Sahile vuran dalgalar, direklerden sızan ışıklar ve uzayıp giden gölgeler geleceğime adeta ilham vermişti. Yakamozları Sürrealist ressamların tablolarına benzetirdim. Zamansız saatlerdeki arayışlarım beni sonsuzluğa sürüklemişti. Ortaokulda Türkçeden sınıfta kaldım. Paylaşmanın en haz duyulan duygularını yaşadığım arkadaşlarımdan o yıllarda ayrı kaldım. Acı çektim. Yol ayrımının ne olduğunu tek başına kalmanın iç burukluğunu gördüm. Çocukken girdiğim kavgaların birçoğunda dayak yedim. Doğanın bende bıraktığı sırasız düşünce geçişleri beyimdeki reel düşüncelere her zaman kılavuzluk yaptı. Evrenin en büyük parçası deniz ve içindeki canlıları bende sınırsız sevgi yarattı. Bezden kayığımla sonsuz sulara o yaşlarda açıldım. Balıklarla arkadaşlık yapma isteğim ruhumdaki özgürlük arayışının açık göstergesiydi aslında.

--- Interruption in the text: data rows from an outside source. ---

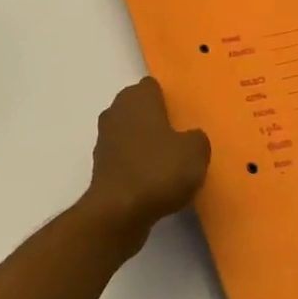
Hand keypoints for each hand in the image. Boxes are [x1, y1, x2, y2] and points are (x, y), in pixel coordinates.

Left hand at [80, 78, 209, 247]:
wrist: (118, 212)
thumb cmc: (158, 170)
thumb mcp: (195, 151)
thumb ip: (196, 138)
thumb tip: (190, 139)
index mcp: (138, 97)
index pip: (153, 86)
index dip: (169, 100)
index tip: (185, 117)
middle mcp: (117, 111)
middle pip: (141, 109)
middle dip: (158, 121)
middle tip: (182, 139)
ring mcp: (105, 139)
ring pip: (132, 134)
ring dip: (146, 145)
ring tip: (171, 165)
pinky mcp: (101, 166)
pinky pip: (126, 159)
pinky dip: (137, 166)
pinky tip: (155, 184)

Bu arayışı sadece bir kişi görebilmişti. O da benden önce intikal etti sonsuzluğa.
Çocukların yaratıcılıkları ile öne çıkmasını çok istedim. Hatta kendi adıma tek kişilik çocuk savaşını ile başlattım. Onların gelecekteki önemli bireyler olacağını o günlerde anladım. Hayatı sorgulamam taa o yıllara dayanır. Belki de “Bezden Kayığın” tam özeti buydu. Bunu zaman göstermeyecek. Çünkü çocuklar kayıtsız özgür büyümeli. Metaforlarla bezenmiş öykülerimin yaşamımı sorgulatıp derin düşüncelere sevk etmesine izin verdim. İçimdeki hiçlik duygusu doğaya ve içindeki canlılara olan saygımdandır, teslimiyetimdendir. Boşlukta küçük zerreciklerden farksız olduğumuzu ama bir o kadar da doğaya hükmedecek güçte olduğumuzu biliyorum.
Hiçlik huzur verir.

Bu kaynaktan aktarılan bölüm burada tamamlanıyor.